In 2 Samuel 8 David is prospered by God even to the complete establishing of the kingdom as far as the Euphrates, and in 2 Samuel 9 he is seen "Shewing the kindness of God" to Mephibosheth of the house of his former enemy Saul. Were these actions of recovery and of love the fruit of his exercises in chapter 7, where we read "And King David went in and sat (tarried) before Jehovah"? The following verses are full of the deepest interest. He mentions seven distinctive names of God — including the unchangeable name of God — "The SAME" (v. 28). He magnifies thus the blessed God, attributing all glory and power and blessing to Him, and regarding himself but the humble participant of God's goodness and mercy and wisdom. It is perhaps of interest that "Mephibosheth had a young son whose name was Micah" — "who is like God?"
In Luke 7 we read "Mary . . . having sat down at the feet of Jesus was listening to His word" (v. 39). How precious such a posture and what exercises are aroused in our affections as we contemplate her desires! In John 12 those "beautiful feet" engage her attention again as she pours upon them that unique "pure nard," the whole house being filled with the fragrance of the ointment. Mark tells us in 14 that Mary's action of devoted affection to Christ would be spoken of wherever the glad tidings were preached, for a memorial of her.
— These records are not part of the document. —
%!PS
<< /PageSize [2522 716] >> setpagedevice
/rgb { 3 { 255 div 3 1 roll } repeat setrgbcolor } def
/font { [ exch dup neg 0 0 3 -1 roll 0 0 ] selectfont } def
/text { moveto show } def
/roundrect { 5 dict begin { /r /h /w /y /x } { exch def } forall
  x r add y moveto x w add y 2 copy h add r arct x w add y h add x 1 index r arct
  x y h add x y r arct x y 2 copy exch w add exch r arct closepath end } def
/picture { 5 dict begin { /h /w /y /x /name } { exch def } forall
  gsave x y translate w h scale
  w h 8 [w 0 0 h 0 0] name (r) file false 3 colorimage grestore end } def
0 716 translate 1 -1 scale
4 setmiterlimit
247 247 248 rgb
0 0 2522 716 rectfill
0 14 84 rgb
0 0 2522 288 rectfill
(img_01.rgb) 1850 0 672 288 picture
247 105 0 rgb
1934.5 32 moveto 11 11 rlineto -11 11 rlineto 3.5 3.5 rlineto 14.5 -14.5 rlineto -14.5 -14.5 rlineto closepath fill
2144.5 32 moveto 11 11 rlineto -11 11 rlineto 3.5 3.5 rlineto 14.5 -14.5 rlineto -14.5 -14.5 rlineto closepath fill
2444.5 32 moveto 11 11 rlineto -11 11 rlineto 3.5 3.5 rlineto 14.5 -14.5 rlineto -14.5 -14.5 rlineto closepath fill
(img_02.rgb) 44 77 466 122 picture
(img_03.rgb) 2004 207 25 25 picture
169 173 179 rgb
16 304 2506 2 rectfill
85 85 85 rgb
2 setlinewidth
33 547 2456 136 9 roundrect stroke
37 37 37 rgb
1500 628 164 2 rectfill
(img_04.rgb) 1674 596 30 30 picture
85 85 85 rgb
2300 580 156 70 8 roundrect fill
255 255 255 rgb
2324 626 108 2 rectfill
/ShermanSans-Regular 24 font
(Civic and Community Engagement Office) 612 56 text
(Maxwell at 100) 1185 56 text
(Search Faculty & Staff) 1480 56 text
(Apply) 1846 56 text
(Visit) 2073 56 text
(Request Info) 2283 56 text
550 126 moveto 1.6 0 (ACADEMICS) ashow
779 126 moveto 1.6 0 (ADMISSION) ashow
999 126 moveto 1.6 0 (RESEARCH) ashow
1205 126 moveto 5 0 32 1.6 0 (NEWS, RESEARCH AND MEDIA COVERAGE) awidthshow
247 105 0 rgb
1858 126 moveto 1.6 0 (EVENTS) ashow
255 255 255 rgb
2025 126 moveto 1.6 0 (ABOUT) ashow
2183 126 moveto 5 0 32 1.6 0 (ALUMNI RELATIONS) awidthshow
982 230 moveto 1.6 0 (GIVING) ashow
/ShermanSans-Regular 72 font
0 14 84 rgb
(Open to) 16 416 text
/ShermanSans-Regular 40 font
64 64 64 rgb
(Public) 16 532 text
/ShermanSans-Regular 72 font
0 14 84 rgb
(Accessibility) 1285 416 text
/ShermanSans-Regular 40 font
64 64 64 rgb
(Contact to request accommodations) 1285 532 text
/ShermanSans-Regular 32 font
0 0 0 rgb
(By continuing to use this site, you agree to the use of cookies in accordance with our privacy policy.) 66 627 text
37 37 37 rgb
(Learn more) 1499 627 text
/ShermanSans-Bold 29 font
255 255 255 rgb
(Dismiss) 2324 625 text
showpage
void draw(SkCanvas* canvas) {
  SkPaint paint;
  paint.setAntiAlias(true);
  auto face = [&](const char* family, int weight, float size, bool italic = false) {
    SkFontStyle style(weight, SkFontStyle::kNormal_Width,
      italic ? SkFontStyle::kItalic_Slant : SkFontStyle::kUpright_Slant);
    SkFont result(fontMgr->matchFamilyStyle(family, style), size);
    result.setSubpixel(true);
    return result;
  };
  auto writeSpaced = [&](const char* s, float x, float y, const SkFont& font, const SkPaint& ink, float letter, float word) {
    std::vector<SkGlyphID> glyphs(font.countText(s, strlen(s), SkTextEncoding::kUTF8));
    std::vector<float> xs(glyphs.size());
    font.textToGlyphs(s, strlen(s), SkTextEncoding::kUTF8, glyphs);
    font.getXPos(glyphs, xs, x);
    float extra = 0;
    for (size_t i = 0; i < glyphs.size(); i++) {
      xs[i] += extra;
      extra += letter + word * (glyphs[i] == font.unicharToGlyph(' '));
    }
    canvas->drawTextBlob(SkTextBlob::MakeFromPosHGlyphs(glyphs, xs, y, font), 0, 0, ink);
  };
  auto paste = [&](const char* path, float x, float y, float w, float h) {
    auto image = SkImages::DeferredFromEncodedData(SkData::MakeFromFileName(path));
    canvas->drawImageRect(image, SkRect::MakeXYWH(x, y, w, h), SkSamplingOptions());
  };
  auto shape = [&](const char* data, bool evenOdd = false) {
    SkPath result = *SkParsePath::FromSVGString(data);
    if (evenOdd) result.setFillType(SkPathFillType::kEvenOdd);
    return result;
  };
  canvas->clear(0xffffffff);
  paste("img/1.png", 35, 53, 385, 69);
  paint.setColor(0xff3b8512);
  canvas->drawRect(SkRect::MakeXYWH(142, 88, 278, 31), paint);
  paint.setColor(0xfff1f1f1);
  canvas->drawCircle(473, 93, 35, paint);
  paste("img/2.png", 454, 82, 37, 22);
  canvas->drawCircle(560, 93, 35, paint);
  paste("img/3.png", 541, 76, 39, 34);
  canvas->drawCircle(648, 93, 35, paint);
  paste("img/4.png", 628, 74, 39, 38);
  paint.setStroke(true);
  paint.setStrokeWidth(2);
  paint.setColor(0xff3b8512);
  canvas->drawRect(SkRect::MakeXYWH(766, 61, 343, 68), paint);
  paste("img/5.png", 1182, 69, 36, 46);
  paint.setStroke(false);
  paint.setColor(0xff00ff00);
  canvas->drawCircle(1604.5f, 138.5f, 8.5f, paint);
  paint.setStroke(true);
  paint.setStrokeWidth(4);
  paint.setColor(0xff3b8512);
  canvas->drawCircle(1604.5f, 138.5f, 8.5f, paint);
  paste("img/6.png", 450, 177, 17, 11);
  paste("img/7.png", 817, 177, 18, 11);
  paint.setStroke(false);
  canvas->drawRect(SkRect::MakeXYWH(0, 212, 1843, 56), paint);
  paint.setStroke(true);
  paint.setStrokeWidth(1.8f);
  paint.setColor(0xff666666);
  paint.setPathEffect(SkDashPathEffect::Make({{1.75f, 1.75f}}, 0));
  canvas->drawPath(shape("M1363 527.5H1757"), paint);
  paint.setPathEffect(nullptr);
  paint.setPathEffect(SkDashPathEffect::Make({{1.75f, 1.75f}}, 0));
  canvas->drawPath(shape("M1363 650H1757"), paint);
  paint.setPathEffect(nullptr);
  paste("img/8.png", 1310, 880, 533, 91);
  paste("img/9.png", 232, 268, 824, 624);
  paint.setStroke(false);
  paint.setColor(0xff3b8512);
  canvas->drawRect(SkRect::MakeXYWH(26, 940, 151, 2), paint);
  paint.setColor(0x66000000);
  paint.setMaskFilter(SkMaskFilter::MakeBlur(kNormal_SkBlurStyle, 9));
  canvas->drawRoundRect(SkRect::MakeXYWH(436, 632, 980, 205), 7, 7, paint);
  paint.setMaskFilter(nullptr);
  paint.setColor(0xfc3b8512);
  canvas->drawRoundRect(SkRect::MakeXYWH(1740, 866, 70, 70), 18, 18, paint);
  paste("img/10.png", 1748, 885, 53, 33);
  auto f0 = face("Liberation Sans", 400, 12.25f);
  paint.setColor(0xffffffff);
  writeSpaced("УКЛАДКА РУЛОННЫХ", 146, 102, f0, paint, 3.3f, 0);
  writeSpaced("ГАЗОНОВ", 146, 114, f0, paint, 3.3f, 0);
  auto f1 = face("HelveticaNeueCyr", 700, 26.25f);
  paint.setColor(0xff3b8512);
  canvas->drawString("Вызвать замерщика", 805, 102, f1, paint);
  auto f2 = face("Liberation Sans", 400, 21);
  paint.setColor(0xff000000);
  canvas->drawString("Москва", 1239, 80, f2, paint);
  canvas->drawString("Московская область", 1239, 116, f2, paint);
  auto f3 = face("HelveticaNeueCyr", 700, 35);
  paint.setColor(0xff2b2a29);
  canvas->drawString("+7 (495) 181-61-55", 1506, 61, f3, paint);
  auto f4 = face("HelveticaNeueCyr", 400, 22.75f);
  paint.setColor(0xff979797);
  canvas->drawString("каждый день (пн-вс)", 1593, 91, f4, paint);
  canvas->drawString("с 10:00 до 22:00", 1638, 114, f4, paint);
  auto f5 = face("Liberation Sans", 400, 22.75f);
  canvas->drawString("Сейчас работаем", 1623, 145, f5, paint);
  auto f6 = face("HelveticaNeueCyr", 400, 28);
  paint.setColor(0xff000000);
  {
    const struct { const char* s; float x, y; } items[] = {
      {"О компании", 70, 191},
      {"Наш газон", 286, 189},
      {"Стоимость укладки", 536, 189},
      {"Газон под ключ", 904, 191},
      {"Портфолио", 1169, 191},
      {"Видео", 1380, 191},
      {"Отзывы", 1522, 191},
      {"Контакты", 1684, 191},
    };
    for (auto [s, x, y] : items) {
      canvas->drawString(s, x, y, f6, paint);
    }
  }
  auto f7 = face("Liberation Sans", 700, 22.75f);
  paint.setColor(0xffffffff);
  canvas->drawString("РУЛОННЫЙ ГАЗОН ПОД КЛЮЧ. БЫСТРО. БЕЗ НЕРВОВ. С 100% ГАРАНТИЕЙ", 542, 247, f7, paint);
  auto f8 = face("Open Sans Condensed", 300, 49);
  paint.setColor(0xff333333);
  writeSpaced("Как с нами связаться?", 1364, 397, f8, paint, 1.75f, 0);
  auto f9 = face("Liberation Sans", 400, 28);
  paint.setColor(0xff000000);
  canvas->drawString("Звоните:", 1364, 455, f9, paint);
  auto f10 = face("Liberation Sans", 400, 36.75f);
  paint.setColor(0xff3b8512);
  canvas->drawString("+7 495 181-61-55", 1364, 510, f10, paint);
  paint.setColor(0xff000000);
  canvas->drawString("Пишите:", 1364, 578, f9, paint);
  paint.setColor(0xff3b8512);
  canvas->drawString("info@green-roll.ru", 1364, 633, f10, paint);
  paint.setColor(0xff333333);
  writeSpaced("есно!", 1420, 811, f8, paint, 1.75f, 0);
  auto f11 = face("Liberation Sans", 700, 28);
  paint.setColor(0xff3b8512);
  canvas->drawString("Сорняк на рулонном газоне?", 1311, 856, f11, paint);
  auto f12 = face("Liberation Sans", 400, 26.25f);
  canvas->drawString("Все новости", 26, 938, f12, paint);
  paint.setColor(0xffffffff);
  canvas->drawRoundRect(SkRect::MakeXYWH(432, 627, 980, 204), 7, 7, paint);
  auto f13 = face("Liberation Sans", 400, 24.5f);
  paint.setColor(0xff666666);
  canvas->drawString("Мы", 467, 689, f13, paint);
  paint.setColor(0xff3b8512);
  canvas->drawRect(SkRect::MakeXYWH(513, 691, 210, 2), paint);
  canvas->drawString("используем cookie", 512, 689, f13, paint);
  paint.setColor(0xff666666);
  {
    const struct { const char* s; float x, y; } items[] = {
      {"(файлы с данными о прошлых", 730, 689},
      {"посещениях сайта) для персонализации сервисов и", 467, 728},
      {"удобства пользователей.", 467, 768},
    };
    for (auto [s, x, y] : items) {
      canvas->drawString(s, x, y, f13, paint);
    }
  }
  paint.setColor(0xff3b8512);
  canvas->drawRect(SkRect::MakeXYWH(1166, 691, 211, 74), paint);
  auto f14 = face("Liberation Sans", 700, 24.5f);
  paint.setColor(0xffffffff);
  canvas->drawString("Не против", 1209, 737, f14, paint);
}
Beloved brethren, one readily acknowledges the simplicity of the word, but the desire in writing it is simple too — and yet intensely exercising.
(1) In our service to the Lord do the words we speak proceed from our nearness to Christ — finding our rest "by the Ark of God"? Thus, and thus only, will they abide and effect that which is for the glory of God.
(2) Does the experience of God's support and the expressing to others "His kindness" lead us to sit in His presence that an increased sense of His glory and majesty may fill our vision?
(3) Does our service rendered to Him in a scene where He is misunderstood and unappreciated, leave an abiding savour of response to His enjoyed preciousness and love?
What resources are available to us as we constantly seek to be near Himself — finding complete rest in His holy presence. A word of prophetic character which does not fail to abide for His glory. A deeper impression upon our spirits as we in restfulness contemplate the greatness and glory of God Himself, and a word which carries an abiding savour of the precious Christ.
How great the privilege of such service in the midst of a world which has no room for Christ, and embraces the atmosphere of a lukewarm christendom.